Segment Start: Provided records
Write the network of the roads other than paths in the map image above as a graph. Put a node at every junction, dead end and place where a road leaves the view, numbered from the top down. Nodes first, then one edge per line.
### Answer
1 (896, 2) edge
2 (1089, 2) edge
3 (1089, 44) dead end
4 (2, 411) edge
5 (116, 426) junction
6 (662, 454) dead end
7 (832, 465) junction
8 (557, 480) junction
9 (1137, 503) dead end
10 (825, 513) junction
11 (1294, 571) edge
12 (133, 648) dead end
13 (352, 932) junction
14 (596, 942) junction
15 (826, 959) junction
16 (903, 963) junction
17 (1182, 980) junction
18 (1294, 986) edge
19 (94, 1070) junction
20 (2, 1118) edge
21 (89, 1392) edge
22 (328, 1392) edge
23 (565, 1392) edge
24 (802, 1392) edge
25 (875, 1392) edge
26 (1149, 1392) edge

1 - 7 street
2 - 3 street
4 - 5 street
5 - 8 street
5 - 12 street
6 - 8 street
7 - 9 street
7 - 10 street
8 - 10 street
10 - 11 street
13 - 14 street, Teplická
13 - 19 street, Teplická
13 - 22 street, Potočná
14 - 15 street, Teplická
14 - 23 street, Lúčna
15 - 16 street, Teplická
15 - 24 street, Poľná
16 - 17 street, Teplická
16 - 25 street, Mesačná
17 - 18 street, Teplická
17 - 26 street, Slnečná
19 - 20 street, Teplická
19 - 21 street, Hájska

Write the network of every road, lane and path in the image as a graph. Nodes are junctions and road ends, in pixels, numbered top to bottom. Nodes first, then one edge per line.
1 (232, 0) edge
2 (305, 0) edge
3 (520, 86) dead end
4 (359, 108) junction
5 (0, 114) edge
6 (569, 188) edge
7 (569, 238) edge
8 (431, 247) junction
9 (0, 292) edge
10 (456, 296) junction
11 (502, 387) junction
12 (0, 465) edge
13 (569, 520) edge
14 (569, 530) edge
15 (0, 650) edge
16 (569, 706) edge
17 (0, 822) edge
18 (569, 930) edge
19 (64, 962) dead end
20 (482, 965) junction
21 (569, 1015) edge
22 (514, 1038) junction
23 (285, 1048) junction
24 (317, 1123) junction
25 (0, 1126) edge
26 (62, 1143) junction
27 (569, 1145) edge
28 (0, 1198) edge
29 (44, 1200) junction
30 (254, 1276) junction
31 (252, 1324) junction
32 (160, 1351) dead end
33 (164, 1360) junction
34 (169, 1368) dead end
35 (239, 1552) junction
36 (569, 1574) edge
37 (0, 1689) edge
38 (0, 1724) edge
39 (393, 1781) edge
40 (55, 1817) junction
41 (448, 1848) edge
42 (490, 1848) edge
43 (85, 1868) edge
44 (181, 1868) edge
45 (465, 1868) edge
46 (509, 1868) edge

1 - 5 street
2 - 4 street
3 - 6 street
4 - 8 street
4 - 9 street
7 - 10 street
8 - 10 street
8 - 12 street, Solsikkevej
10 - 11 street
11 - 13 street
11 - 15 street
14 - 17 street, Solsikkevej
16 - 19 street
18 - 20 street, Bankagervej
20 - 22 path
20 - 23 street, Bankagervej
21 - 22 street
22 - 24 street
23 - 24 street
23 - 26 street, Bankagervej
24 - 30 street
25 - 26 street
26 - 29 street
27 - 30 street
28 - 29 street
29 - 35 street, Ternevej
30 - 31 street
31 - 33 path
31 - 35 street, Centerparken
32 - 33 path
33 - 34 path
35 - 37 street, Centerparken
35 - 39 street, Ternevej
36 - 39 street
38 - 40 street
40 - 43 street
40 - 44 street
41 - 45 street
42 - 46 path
Segment End: Provided records
Segment Start: Provided records
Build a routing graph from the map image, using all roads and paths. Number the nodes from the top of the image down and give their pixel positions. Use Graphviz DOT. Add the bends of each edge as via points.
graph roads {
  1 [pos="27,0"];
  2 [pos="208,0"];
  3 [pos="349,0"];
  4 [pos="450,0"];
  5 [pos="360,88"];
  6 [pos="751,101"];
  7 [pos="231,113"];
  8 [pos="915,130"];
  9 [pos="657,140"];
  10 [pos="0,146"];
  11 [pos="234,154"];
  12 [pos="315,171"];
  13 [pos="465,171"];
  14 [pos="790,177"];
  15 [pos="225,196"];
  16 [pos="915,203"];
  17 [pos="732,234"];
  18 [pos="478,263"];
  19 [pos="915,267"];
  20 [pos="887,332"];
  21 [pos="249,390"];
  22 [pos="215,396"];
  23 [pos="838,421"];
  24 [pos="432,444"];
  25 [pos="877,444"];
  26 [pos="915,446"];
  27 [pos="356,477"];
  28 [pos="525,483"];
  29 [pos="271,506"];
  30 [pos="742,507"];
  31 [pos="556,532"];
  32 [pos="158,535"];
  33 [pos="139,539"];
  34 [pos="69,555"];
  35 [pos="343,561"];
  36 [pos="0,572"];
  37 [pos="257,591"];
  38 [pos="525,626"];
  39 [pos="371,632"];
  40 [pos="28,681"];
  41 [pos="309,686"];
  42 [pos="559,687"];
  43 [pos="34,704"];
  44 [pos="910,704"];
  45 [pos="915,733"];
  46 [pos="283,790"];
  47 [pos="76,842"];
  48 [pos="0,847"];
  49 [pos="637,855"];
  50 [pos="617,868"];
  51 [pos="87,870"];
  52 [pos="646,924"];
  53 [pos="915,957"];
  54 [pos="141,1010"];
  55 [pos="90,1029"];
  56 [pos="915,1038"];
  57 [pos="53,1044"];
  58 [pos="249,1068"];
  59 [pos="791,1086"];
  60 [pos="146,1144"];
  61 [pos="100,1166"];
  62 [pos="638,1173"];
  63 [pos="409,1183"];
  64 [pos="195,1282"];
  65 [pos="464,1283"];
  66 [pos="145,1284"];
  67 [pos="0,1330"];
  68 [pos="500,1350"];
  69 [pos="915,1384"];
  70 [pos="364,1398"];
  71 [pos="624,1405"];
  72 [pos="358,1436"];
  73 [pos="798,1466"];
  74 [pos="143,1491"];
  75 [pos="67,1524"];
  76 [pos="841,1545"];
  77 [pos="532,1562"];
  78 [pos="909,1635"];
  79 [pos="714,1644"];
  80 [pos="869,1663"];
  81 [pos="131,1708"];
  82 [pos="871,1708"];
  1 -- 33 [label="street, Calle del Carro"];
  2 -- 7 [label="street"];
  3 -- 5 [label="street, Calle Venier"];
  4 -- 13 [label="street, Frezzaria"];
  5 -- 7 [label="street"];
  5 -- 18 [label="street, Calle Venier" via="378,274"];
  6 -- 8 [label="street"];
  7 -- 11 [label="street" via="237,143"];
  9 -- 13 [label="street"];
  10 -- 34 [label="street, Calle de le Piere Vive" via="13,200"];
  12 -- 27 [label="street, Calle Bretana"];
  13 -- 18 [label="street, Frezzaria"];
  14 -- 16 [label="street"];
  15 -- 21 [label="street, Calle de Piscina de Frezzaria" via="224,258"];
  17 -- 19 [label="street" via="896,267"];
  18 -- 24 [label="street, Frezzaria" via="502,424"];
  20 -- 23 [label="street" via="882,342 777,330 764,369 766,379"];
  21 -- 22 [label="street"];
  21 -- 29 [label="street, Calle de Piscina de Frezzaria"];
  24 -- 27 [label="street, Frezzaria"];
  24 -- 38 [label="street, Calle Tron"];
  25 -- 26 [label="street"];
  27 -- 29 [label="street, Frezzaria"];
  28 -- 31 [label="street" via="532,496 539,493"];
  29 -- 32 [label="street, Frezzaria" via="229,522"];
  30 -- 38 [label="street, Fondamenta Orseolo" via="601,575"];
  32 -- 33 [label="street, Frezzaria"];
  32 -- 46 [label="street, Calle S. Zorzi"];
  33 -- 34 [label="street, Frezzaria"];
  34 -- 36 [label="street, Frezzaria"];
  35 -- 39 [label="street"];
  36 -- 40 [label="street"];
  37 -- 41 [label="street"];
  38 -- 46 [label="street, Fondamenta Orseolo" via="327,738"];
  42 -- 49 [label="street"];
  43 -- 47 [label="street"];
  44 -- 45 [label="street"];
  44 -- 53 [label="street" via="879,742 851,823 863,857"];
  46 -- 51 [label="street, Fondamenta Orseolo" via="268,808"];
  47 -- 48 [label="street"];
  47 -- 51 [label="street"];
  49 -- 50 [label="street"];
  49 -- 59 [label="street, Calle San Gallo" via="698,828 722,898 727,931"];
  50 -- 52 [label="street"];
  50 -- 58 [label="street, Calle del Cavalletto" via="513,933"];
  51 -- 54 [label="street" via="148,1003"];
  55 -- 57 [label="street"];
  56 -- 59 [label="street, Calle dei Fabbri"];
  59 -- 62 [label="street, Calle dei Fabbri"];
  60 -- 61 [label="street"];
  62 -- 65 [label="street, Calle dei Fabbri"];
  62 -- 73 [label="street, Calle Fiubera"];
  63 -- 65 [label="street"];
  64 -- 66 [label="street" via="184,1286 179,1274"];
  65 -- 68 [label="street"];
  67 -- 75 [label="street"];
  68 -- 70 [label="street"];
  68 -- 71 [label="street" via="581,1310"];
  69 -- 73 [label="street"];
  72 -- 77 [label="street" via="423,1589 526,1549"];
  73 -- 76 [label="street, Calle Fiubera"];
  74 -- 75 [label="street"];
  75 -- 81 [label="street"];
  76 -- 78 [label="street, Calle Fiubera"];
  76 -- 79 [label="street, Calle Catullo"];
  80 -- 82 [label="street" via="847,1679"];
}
Segment End: Provided records
= What is needed =
Which lines of the data hold the string "Orseolo"? Return each of them.

= Task answer =
  30 -- 38 [label="street, Fondamenta Orseolo" via="601,575"];
  38 -- 46 [label="street, Fondamenta Orseolo" via="327,738"];
  46 -- 51 [label="street, Fondamenta Orseolo" via="268,808"];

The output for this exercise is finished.